Bolsonaro apresenta melhora clínica, mas boletim confirma permanência na UTI e data de alta segue indefinida
O boletim médico divulgado nesta quinta-feira (19) aponta que o ex-presidente Jair Bolsonaro apresenta uma evolução positiva em seu quadro clínico e laboratorial. Internado no hospital DF Star, em Brasília, desde o início da semana, Bolsonaro segue sob cuidados intensivos, que incluem antibioticoterapia endovenosa e sessões de fisioterapia respiratória e motora. Apesar da melhora constante nas últimas 24 horas, a equipe médica ressaltou que ainda não existe uma previsão para que o paciente receba alta da Unidade de Terapia Intensiva (UTI).
A hospitalização ocorreu na última sexta-feira (13), após o ex-presidente desenvolver uma pneumonia bacteriana causada por um episódio de broncoaspiração. Bolsonaro, que cumpre pena no 19º Batalhão da Polícia Militar do Distrito Federal — unidade conhecida como “Papudinha” — em decorrência de condenação por tentativa de golpe de Estado, precisou de transferência imediata após passar mal em sua cela.
Ofensiva jurídica pela prisão domiciliar
Diante do novo quadro de saúde, a defesa de Bolsonaro acionou novamente o Supremo Tribunal Federal (STF). Os advogados protocolaram um pedido junto ao ministro Alexandre de Moraes, solicitando a reconsideração de decisões anteriores para que o ex-presidente possa cumprir a pena em regime domiciliar. O argumento central da defesa é a suposta fragilidade física do detento, que demandaria cuidados que vão além da estrutura prisional.
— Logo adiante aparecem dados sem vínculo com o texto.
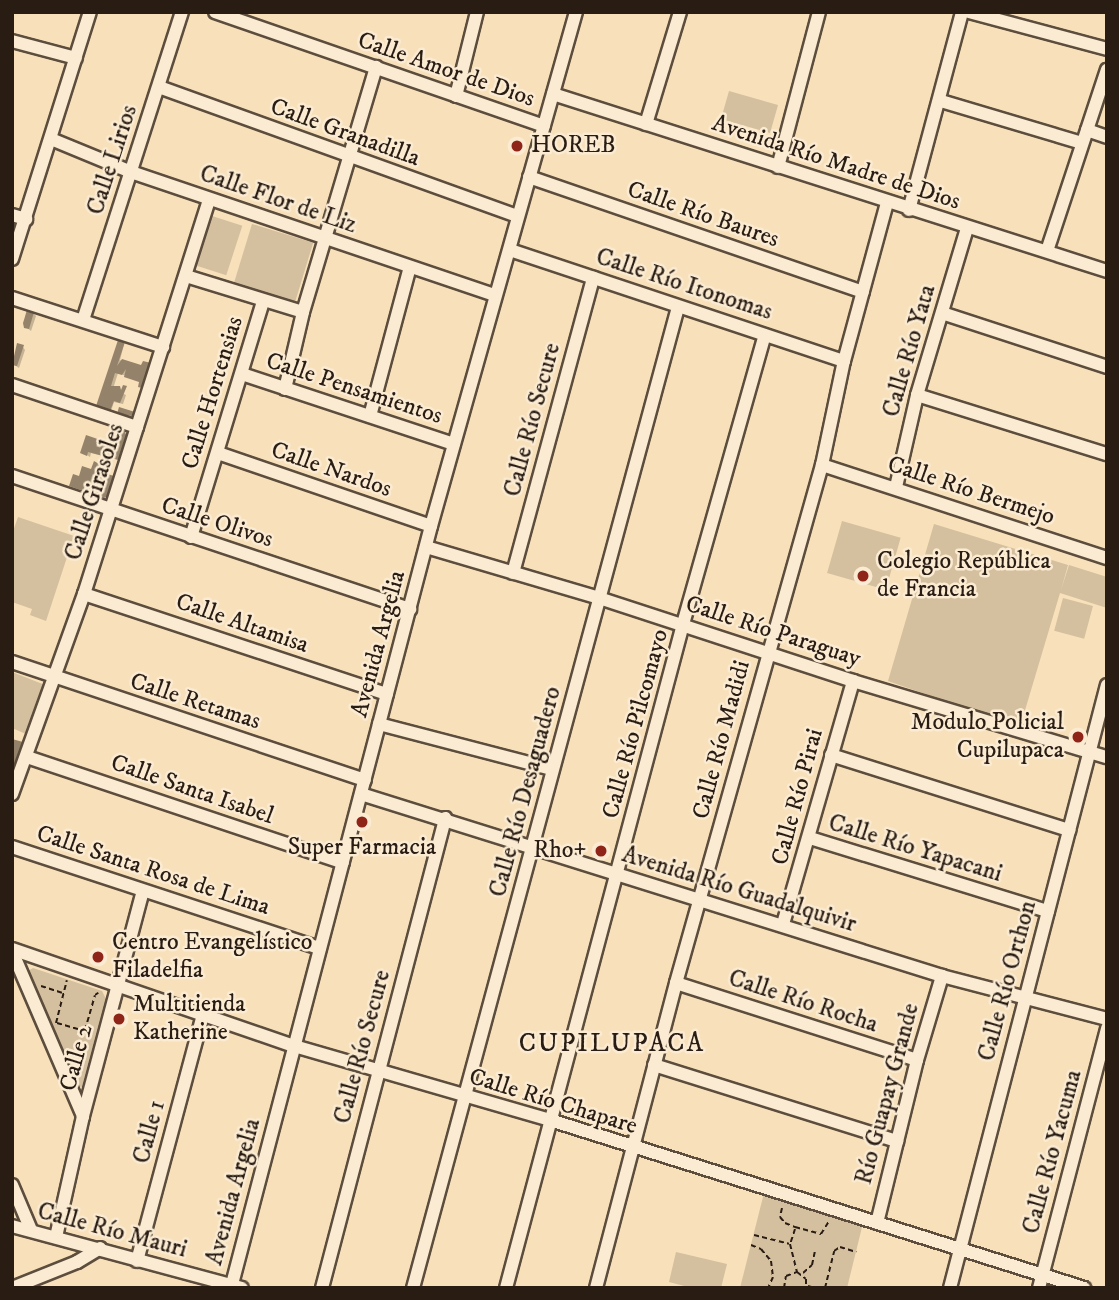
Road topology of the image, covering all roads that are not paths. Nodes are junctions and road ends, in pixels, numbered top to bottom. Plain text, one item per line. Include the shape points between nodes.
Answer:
1 (90, 12) edge
2 (182, 12) edge
3 (215, 12) edge
4 (477, 12) edge
5 (576, 12) edge
6 (680, 12) edge
7 (819, 12) edge
8 (962, 12) edge
9 (969, 12) edge
10 (231, 14) edge
11 (12, 41) edge
12 (1107, 49) edge
13 (76, 58) junction
14 (376, 67) junction
15 (1107, 70) edge
16 (159, 87) junction
17 (553, 94) junction
18 (456, 96) junction
19 (941, 101) junction
20 (646, 124) junction
21 (544, 126) junction
22 (1084, 136) junction
23 (1107, 137) edge
24 (51, 139) junction
25 (349, 157) junction
26 (778, 166) junction
27 (131, 172) junction
28 (529, 177) junction
29 (209, 199) junction
30 (887, 203) junction
31 (909, 210) junction
32 (12, 215) edge
33 (518, 216) junction
34 (26, 219) junction
35 (967, 228) junction
36 (325, 237) junction
37 (509, 250) junction
38 (1047, 251) junction
39 (12, 260) edge
40 (410, 267) junction
41 (1107, 271) edge
42 (186, 276) junction
43 (593, 278) junction
44 (863, 292) junction
45 (495, 295) junction
46 (12, 298) edge
47 (263, 302) junction
48 (678, 307) junction
49 (303, 312) junction
50 (942, 313) junction
51 (83, 320) junction
52 (765, 335) junction
53 (163, 347) junction
54 (844, 361) junction
55 (1107, 367) edge
56 (242, 374) junction
57 (12, 385) edge
58 (285, 389) junction
59 (917, 395) junction
60 (370, 416) junction
61 (137, 427) junction
62 (454, 444) junction
63 (218, 453) junction
64 (1107, 454) edge
65 (822, 465) junction
66 (12, 476) edge
67 (896, 487) junction
68 (111, 510) junction
69 (431, 526) junction
70 (191, 537) junction
71 (426, 547) junction
72 (1107, 558) edge
73 (513, 573) junction
74 (84, 594) junction
75 (599, 597) junction
76 (410, 609) junction
77 (683, 624) junction
78 (768, 652) junction
79 (12, 662) edge
80 (56, 678) junction
81 (853, 681) junction
82 (1107, 685) edge
83 (387, 694) junction
84 (379, 724) junction
85 (1089, 752) junction
86 (831, 755) junction
87 (27, 757) junction
88 (1107, 757) edge
89 (552, 769) junction
90 (365, 780) junction
91 (12, 794) edge
92 (361, 794) junction
93 (445, 818) junction
94 (1069, 830) junction
95 (810, 838) junction
96 (534, 846) junction
97 (12, 847) edge
98 (343, 863) junction
99 (618, 875) junction
100 (143, 891) junction
101 (700, 898) junction
102 (1048, 911) junction
103 (783, 924) junction
104 (320, 948) junction
105 (12, 950) edge
106 (942, 976) junction
107 (676, 983) junction
108 (118, 985) junction
109 (1026, 997) junction
110 (203, 1014) junction
111 (1107, 1019) edge
112 (1107, 1028) edge
113 (295, 1046) junction
114 (917, 1060) junction
115 (654, 1065) junction
116 (379, 1071) junction
117 (466, 1097) junction
118 (83, 1116) junction
119 (550, 1121) junction
120 (897, 1141) junction
121 (631, 1148) junction
122 (12, 1185) edge
123 (877, 1223) junction
124 (12, 1226) edge
125 (31, 1230) junction
126 (56, 1237) junction
127 (100, 1248) junction
128 (960, 1249) junction
129 (137, 1261) junction
130 (1043, 1274) junction
131 (12, 1287) edge
132 (235, 1287) edge
133 (321, 1288) edge
134 (413, 1288) edge
135 (506, 1288) edge
136 (596, 1288) edge
137 (950, 1288) edge
138 (1040, 1288) edge
139 (1084, 1288) edge

1 - 13 street
2 - 16 street, Calle Lirios
3 - 10 street, Calle Amor de Dios
4 - 18 street
5 - 17 street, Avenida Argelia
6 - 20 street
7 - 26 street
8 - 19 street
9 - 12 street
10 - 14 street, Calle Amor de Dios
11 - 13 street
13 - 24 street
14 - 18 street, Calle Amor de Dios
14 - 25 street
15 - 22 street
16 - 25 street, Calle Granadilla
16 - 27 street, Calle Lirios
17 - 20 street, Avenida Río Madre de Dios
17 - 21 street, Avenida Argelia
18 - 21 street, Calle Amor de Dios
19 - 22 street
19 - 31 street
20 - 26 street, Avenida Río Madre de Dios
21 - 28 street, Avenida Argelia
22 - 23 street
22 - 38 street
24 - 27 street, Calle Flor de Liz
24 - 34 street
25 - 33 street, Calle Granadilla
25 - 36 street
26 - 30 street, Avenida Río Madre de Dios
27 - 29 street, Calle Flor de Liz
27 - 51 street, Calle Lirios
28 - 33 street, Avenida Argelia
28 - 44 street, Calle Río Baures
29 - 36 street, Calle Flor de Liz
29 - 42 street, Calle Girasoles
30 - 31 street, Avenida Río Madre de Dios
30 - 44 street, Calle Río Madidi
31 - 35 street, Avenida Río Madre de Dios
32 - 34 street
33 - 37 street, Avenida Argelia
34 - 39 street
35 - 38 street, Avenida Río Madre de Dios
35 - 50 street, Calle Río Yata
36 - 40 street, Calle Flor de Liz
36 - 49 street
37 - 43 street, Calle Río Itonomas
37 - 45 street, Avenida Argelia
38 - 41 street, Avenida Río Madre de Dios
40 - 45 street, Calle Flor de Liz
40 - 60 street
42 - 47 street
42 - 53 street, Calle Girasoles
43 - 48 street, Calle Río Itonomas
43 - 73 street, Calle Río Secure
44 - 54 street, Calle Río Madidi
45 - 62 street, Avenida Argelia
46 - 51 street
47 - 49 street
47 - 56 street, Calle Hortensias
48 - 52 street, Calle Río Itonomas
48 - 75 street, Calle Río Desaguadero
49 - 58 street
50 - 55 street
50 - 59 street, Calle Río Yata
51 - 53 street
52 - 54 street, Calle Río Itonomas
52 - 77 street, Calle Río Pilcomayo
53 - 61 street, Calle Girasoles
54 - 65 street, Calle Río Madidi
56 - 58 street, Calle Pensamientos
56 - 63 street, Calle Hortensias
57 - 61 street
58 - 60 street, Calle Pensamientos
59 - 64 street
59 - 67 street, Calle Río Yata
60 - 62 street, Calle Pensamientos
61 - 68 street, Calle Girasoles
62 - 69 street, Avenida Argelia
63 - 69 street, Calle Nardos
63 - 70 street, Calle Hortensias
65 - 67 street, Calle Río Bermejo
65 - 78 street, Calle Río Madidi
66 - 68 street, Calle Olivos
67 - 72 street, Calle Río Bermejo
68 - 70 street, Calle Olivos
68 - 74 street, Calle Girasoles
69 - 71 street, Avenida Argelia
70 - 76 street, Calle Olivos
71 - 73 street, Calle Río Paraguay
71 - 76 street, Avenida Argelia
73 - 75 street, Calle Río Paraguay
74 - 80 street, Calle Girasoles
74 - 83 street, Calle Altamisa
75 - 77 street, Calle Río Paraguay
75 - 89 street, Calle Río Desaguadero
76 - 83 street, Avenida Argelia
77 - 78 street, Calle Río Paraguay
77 - 99 street, Calle Río Pilcomayo
78 - 81 street, Calle Río Paraguay
78 - 101 street, Calle Río Madidi
79 - 80 street, Calle Retamas
80 - 87 street, Calle Girasoles
80 - 90 street, Calle Retamas
81 - 85 street, Calle Río Paraguay
81 - 86 street, Calle Río Pirai
82 - 85 street, Calle Río Orthon
83 - 84 street, Avenida Argelia
84 - 89 street
84 - 90 street, Avenida Argelia
85 - 88 street, Calle Río Paraguay
85 - 94 street, Calle Río Orthon
86 - 94 street
86 - 95 street, Calle Río Pirai
87 - 91 street, Calle Girasoles
87 - 98 street, Calle Santa Isabel
89 - 96 street, Calle Río Desaguadero
90 - 92 street, Avenida Argelia
92 - 93 street, Avenida Río Guadalquivir
92 - 98 street, Avenida Argelia
93 - 96 street, Avenida Río Guadalquivir
93 - 116 street, Calle Río Secure
94 - 102 street, Calle Río Orthon
95 - 102 street, Calle Río Yapacani
95 - 103 street, Calle Río Pirai
96 - 99 street, Avenida Río Guadalquivir
96 - 117 street, Calle Río Desaguadero
97 - 100 street, Calle Santa Rosa de Lima
98 - 104 street, Avenida Argelia
99 - 101 street, Avenida Río Guadalquivir
99 - 119 street, Calle Río Pilcomayo
100 - 104 street, Calle Santa Rosa de Lima
100 - 108 street, Calle 2
101 - 103 street, Avenida Río Guadalquivir
101 - 107 street, Calle Río Madidi
102 - 109 street, Calle Río Orthon
103 - 106 street, Avenida Río Guadalquivir
104 - 113 street, Avenida Argelia
105 - 108 street, Calle Río Chapare
105 - 118 street
106 - 109 street, Avenida Río Guadalquivir
106 - 114 street, Río Guapay Grande
107 - 114 street, Calle Río Rocha
107 - 115 street, Calle Río Madidi
108 - 110 street, Calle Río Chapare
108 - 118 street, Calle 2
109 - 111 street, Avenida Río Guadalquivir
109 - 128 street, Calle Río Orthon
110 - 113 street, Calle Río Chapare
110 - 129 street, Calle 1
112 - 130 street, Calle Río Yacuma
113 - 116 street, Calle Río Chapare
113 - 132 street, Avenida Argelia
114 - 120 street, Río Guapay Grande
115 - 120 street
115 - 121 street, Calle Río Madidi
116 - 117 street, Calle Río Chapare
116 - 133 street, Calle Río Secure
117 - 119 street, Calle Río Chapare
117 - 134 street, Calle Río Desaguadero
118 - 126 street, Calle 2
119 - 121 street, Calle Río Chapare
119 - 135 street, Calle Río Pilcomayo
120 - 123 street, Río Guapay Grande
121 - 123 street, Calle Río Chapare
121 - 136 street, Calle Río Madidi
122 - 125 street
123 - 128 street, Calle Río Chapare
124 - 125 street, Calle Río Mauri
125 - 126 street, Calle Río Mauri
126 - 127 street, Calle Río Mauri
127 - 129 street, Calle Río Mauri
127 - 131 street
128 - 130 street, Calle Río Chapare
128 - 137 street, Calle Río Orthon
129 - 132 street, Calle Río Mauri
130 - 138 street, Calle Río Yacuma
130 - 139 street, Calle Río Chapare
Este novo recurso é mais uma tentativa em uma série de pedidos semelhantes que vêm sendo negados pela Corte. Moraes tem mantido o entendimento de que a estrutura atual de detenção é adequada, baseando-se em avaliações anteriores que não viram necessidade de transferência para o ambiente doméstico.
Histórico de intercorrências médicas
O atual episódio de saúde não é o primeiro registrado desde que o ex-presidente foi detido. Em setembro do ano passado, enquanto ainda usufruía do regime domiciliar, ele precisou de socorro médico após apresentar tontura, vômitos e oscilações na pressão arterial. Já no início de 2026, quando estava na Superintendência da Polícia Federal, Bolsonaro sofreu uma queda na cela e bateu a cabeça após um mal-estar, o que motivou sua transferência para a Papudinha.
A unidade atual foi escolhida justamente por oferecer suporte médico 24 horas e adaptações de acessibilidade, como barras de apoio na cama. Embora a defesa insista na precariedade do estado de saúde de Bolsonaro, uma junta médica da Polícia Federal atestou recentemente que, apesar de exigir monitoramento constante, o ex-presidente possui condições clínicas para permanecer custodiado na unidade militar.